2. За период плавания (всего 25 суток) в районе № 4 подводной лодкой обнаружено интенсивное движение кораблей противника на восток и запад днем, причем абсолютное большинство транспортов с охранением больших и малых миноносцев.

3. Плавая в непосредственной близости от побережья, подводная лодка активно искала корабли противника, произвела 4 торпедные атаки и, израсходовав 9 торпед, утопила 4 транспорта противника.

4. Большой боевой успех подводная лодка "Д-3» имела в данной обстановке благодаря тому, что всю ее боевую деятельность направлял командир 3-го дивизиона подводных лодок, который фактически командовал кораблем.
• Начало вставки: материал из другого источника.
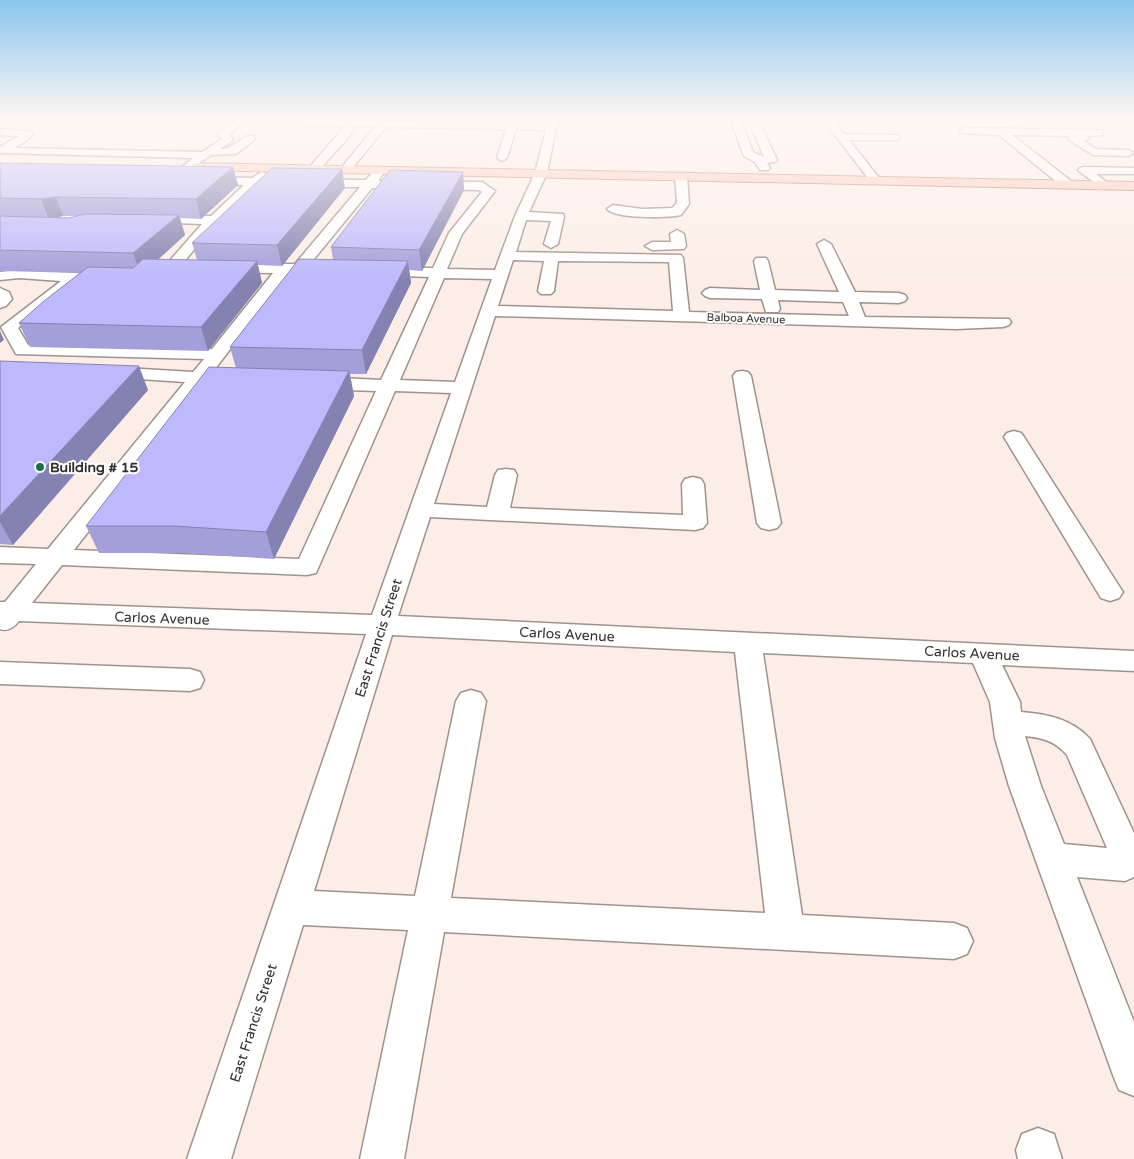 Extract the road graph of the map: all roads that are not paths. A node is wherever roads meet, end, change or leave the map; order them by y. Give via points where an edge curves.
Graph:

5. Командир подводной лодки "Д-3» капитан-лейтенант Константинов в данном походе (как и в предыдущих походах) проявил нерешительность, доходившую до попыток запросить разрешение на уход с позиции в базу из-за незначительных повреждений корабля (выход из строя командирского перископа).
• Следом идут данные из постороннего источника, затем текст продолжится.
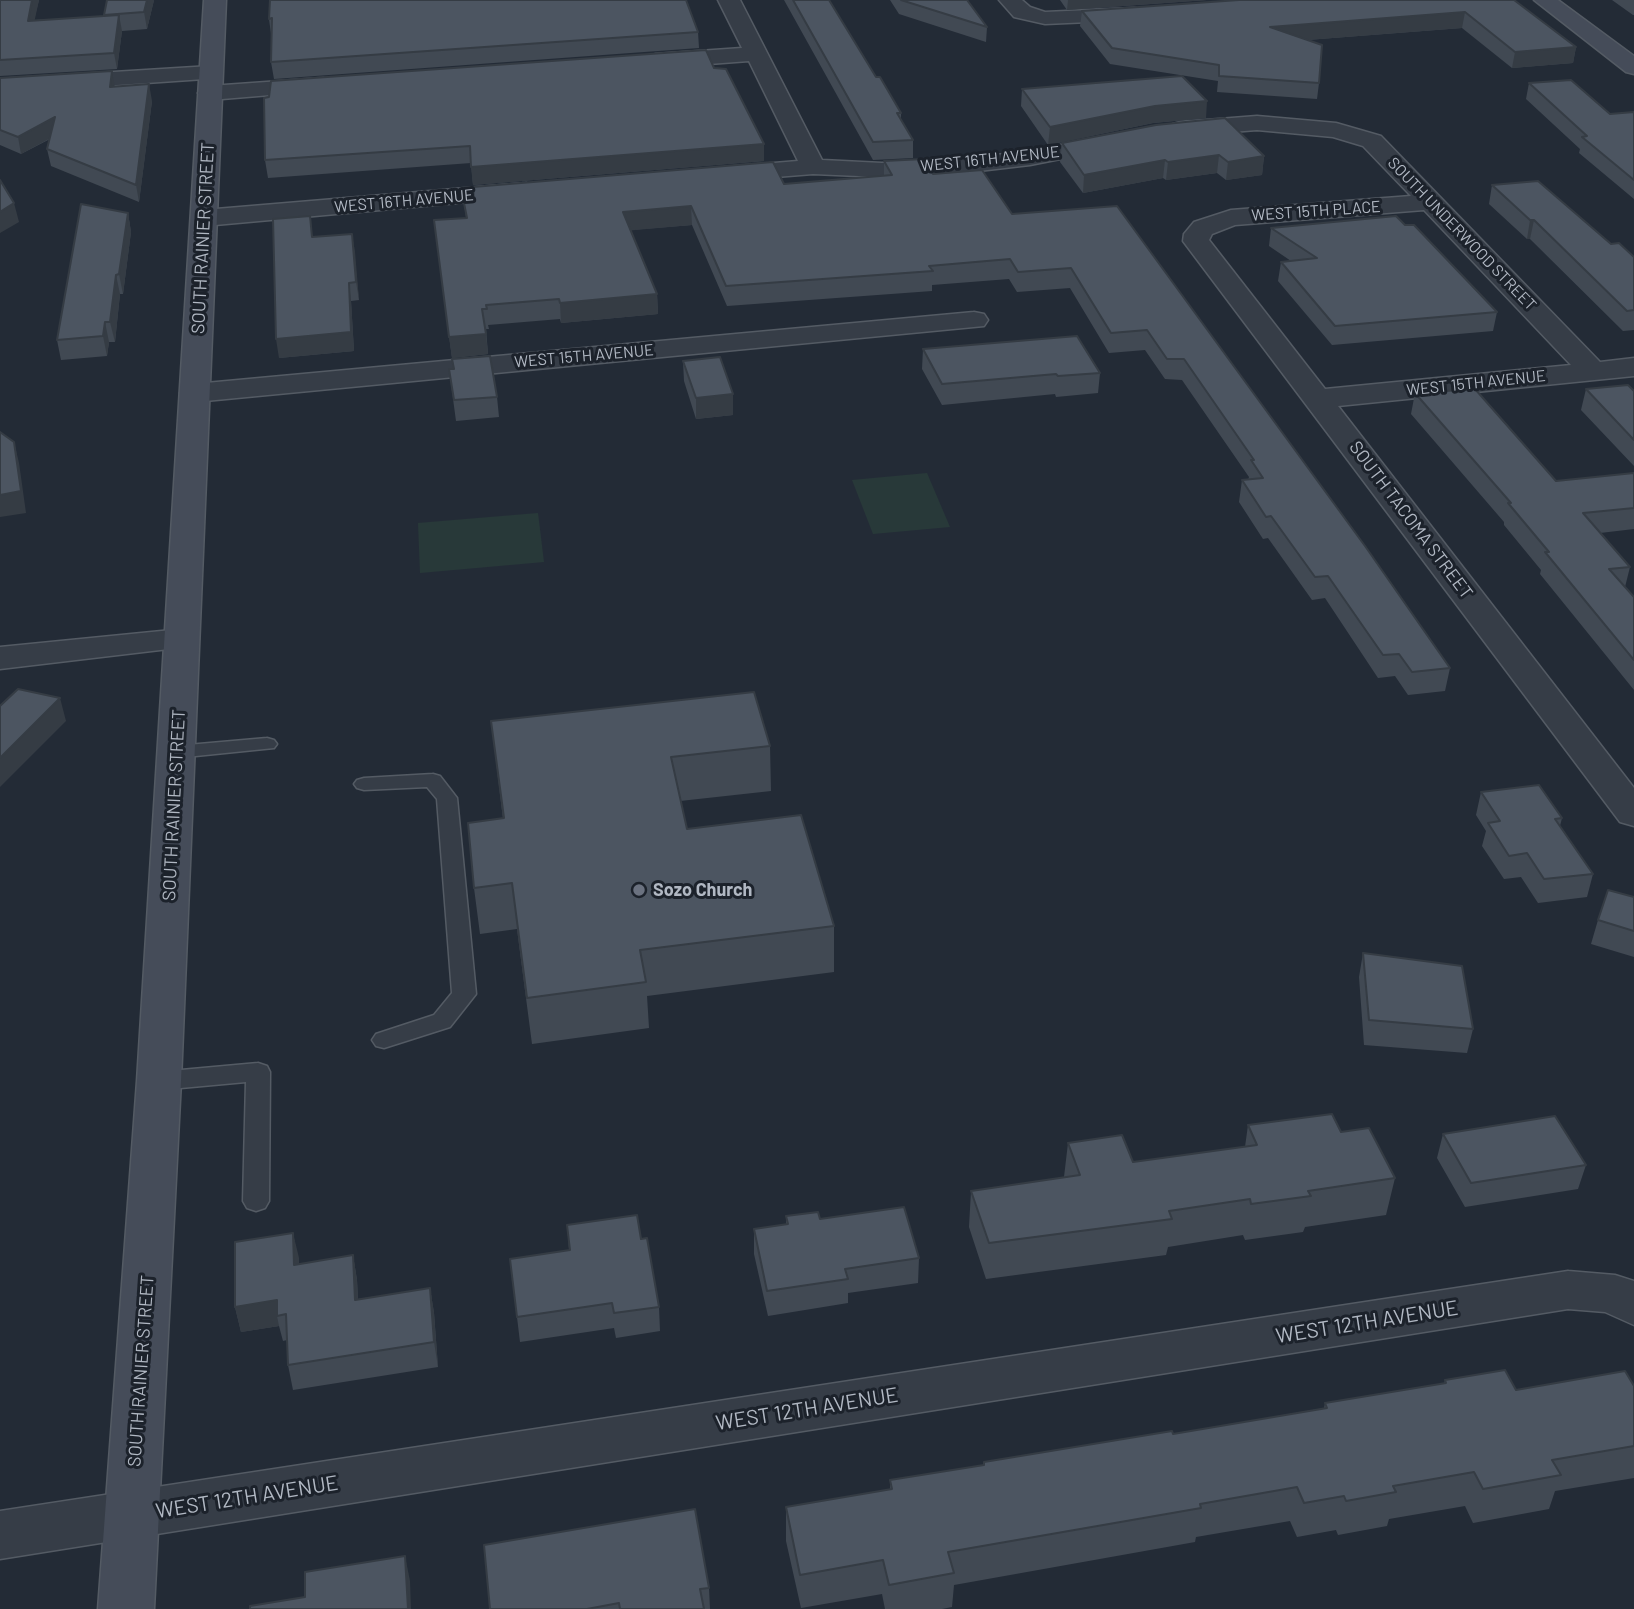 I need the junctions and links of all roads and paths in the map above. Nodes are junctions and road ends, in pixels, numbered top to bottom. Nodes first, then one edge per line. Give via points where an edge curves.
1 (215, 0) edge
2 (729, 0) edge
3 (1010, 0) edge
4 (1545, 0) edge
5 (1149, 13) edge
6 (756, 54) junction
7 (633, 63) edge
8 (1634, 67) edge
9 (211, 83) junction
10 (347, 83) edge
11 (0, 86) edge
12 (1154, 133) edge
13 (1129, 138) edge
14 (813, 167) junction
15 (702, 176) edge
16 (550, 189) edge
17 (1430, 202) junction
18 (204, 218) junction
19 (1203, 228) joint
20 (974, 320) dead end
21 (1634, 367) edge
22 (1593, 371) junction
23 (195, 393) junction
24 (1318, 399) junction
25 (182, 639) junction
26 (0, 658) edge
27 (267, 744) dead end
28 (176, 752) junction
29 (364, 784) dead end
30 (1634, 814) edge
31 (384, 1040) dead end
32 (159, 1081) junction
33 (256, 1202) dead end
34 (1624, 1300) edge
35 (131, 1515) junction
36 (0, 1535) edge
37 (126, 1609) edge

1 - 9 street, SOUTH RAINIER STREET
2 - 6 street
3 - 5 street via 1035,17
4 - 8 street
6 - 7 street
6 - 14 street
9 - 10 street
9 - 11 street
9 - 18 street, SOUTH RAINIER STREET
12 - 17 street, SOUTH UNDERWOOD STREET via 1256,123 1313,127 1372,141
13 - 14 street, WEST 16TH AVENUE via 979,164 882,170
14 - 15 street, WEST 16TH AVENUE
16 - 18 street, WEST 16TH AVENUE
17 - 19 street, WEST 15TH PLACE via 1231,218
17 - 22 street, SOUTH UNDERWOOD STREET
18 - 23 street, SOUTH RAINIER STREET
19 - 24 street, SOUTH TACOMA STREET via 1196,241 1200,250
20 - 23 street, WEST 15TH AVENUE
21 - 22 street, WEST 15TH AVENUE
22 - 24 street, WEST 15TH AVENUE
23 - 25 street, SOUTH RAINIER STREET
24 - 30 street, SOUTH TACOMA STREET
25 - 26 street
25 - 28 street, SOUTH RAINIER STREET
27 - 28 lane
28 - 32 street, SOUTH RAINIER STREET
29 - 31 lane via 433,779 447,798 464,994 442,1021
32 - 33 lane via 258,1072
32 - 35 street, SOUTH RAINIER STREET
34 - 35 street, WEST 12TH AVENUE via 1568,1290
35 - 36 street, WEST 12TH AVENUE
35 - 37 street, SOUTH RAINIER STREET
Дальнейшее пребывание капитан-лейтенанта Константинова в должности командира подводной лодки "Д-3» нецелесообразно, так как он не может самостоятельно выполнять боевых задач: плавать может, а воевать в роли командира – не способен. Целесообразно назначить на подводную лодку "Д-3» более смелого и решительного командира.

6. Личный состав подводной лодки «Д-3», добившийся больших боевых успехов, достоин высокой награды» (ОЦВМА, ф. 112, д. 33052, л. 122).

Поскольку ни в каких сохранившихся материалах похода не отражалось то, что комдив «фактически командовал кораблем» очевидно, что эти данные командование бригады получило из устного доклада самого Колышкина. В этой ситуации остается много непонятного: мог ли Константинов, самостоятельно командовавший кораблем в третьем походе «Д-3», вдруг оказаться настолько неспособным, что его полностью подменил комдив? Мог ли Колышкин так быстро изменить свое мнение о командире, которому сам давал рекомендацию о допуске с самостоятельному управлению? И то и другое сомнительно. Более вероятным представляется другое – Колышкин внял рекомендации начальства «присмотреться» к командиру «Красногвардейца», а присмотревшись, нашел у него те недостатки, которые присутствовали у большинства подводников в 1941 году – осторожность, возможно несколько чрезмерную, порожденную отсутствием знаний об истинных боевых возможностях противника, а также плачевным техническим состоянием своего корабля. Но разве в этом положении виноваты только командиры лодок?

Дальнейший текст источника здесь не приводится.